Check each line of the listing for the string "place". Copy those where it appears.

Data supplied Block Start

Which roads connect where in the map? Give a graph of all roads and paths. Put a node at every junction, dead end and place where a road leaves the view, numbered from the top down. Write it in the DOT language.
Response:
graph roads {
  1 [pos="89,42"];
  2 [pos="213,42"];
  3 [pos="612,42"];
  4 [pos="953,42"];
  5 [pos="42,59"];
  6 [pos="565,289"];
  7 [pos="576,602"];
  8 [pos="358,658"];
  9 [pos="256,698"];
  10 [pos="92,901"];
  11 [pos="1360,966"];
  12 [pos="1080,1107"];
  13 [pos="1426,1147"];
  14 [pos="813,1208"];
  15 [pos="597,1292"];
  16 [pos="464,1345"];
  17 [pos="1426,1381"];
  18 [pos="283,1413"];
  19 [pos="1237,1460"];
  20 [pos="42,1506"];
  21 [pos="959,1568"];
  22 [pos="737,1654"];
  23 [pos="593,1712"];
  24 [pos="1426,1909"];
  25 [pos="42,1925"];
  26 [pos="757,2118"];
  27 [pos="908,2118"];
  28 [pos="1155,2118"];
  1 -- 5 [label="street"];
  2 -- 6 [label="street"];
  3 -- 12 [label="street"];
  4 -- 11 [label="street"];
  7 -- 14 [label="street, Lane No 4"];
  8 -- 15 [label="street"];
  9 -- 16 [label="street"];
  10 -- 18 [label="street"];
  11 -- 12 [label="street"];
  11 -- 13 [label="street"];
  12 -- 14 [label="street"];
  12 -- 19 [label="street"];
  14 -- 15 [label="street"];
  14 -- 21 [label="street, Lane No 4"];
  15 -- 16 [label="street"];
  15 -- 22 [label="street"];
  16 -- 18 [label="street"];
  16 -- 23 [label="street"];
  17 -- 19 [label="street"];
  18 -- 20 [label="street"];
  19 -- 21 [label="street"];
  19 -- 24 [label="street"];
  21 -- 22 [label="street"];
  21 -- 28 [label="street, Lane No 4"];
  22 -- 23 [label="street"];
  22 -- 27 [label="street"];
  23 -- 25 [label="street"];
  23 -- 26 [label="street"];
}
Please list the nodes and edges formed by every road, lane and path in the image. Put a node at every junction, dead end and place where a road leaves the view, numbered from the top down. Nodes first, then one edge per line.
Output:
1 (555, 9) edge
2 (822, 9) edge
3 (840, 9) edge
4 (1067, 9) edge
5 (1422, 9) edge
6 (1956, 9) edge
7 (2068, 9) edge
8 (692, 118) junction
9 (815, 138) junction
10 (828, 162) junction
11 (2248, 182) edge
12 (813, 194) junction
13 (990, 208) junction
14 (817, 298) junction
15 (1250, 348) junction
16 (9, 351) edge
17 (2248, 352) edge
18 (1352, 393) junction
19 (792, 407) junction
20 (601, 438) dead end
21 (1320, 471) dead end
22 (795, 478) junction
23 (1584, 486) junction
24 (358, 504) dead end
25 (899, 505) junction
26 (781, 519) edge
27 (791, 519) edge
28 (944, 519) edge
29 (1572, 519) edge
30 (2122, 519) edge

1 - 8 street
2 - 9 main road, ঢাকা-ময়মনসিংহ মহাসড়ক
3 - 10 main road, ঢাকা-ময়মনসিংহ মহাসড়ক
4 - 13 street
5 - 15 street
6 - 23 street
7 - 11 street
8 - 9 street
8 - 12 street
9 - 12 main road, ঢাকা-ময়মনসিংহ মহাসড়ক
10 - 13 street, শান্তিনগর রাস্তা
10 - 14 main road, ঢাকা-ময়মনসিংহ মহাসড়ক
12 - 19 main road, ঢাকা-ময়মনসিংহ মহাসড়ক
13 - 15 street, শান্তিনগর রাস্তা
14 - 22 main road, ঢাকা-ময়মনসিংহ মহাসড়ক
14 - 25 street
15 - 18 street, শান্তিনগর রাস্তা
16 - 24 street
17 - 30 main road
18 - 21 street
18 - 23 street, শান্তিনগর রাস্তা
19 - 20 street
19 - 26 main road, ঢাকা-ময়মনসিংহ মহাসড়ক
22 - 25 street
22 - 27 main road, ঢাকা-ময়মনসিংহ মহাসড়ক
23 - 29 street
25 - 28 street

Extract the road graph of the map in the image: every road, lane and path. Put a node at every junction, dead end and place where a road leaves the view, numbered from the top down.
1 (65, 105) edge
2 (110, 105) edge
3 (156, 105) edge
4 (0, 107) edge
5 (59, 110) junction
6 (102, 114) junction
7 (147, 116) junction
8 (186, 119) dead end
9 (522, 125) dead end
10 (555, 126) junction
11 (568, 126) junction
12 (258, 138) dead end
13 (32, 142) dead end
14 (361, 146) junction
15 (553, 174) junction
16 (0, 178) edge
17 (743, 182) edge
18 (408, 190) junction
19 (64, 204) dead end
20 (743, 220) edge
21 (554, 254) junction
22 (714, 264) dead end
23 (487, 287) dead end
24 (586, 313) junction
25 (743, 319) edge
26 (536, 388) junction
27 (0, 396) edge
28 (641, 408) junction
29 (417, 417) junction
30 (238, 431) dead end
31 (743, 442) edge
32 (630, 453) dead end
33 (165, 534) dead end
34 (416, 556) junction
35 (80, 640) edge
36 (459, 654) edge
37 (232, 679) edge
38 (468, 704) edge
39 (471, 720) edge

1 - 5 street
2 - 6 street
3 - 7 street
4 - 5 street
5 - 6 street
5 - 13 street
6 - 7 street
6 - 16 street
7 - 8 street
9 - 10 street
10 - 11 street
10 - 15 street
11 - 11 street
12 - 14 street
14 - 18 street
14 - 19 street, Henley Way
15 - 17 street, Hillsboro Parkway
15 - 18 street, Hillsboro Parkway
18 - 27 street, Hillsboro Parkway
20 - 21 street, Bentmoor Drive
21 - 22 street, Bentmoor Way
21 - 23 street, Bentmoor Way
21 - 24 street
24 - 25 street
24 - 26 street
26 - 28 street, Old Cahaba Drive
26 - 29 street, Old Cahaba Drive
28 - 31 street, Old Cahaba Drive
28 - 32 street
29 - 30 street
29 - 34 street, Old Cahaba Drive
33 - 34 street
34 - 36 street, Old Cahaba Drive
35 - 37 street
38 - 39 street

Data supplied Block End

### [Your solution]
Which roads connect where in the map? Give a graph of all roads and paths. Put a node at every junction, dead end and place where a road leaves the view, numbered from the top down. Write it in the DOT language.
Please list the nodes and edges formed by every road, lane and path in the image. Put a node at every junction, dead end and place where a road leaves the view, numbered from the top down. Nodes first, then one edge per line.
Extract the road graph of the map in the image: every road, lane and path. Put a node at every junction, dead end and place where a road leaves the view, numbered from the top down.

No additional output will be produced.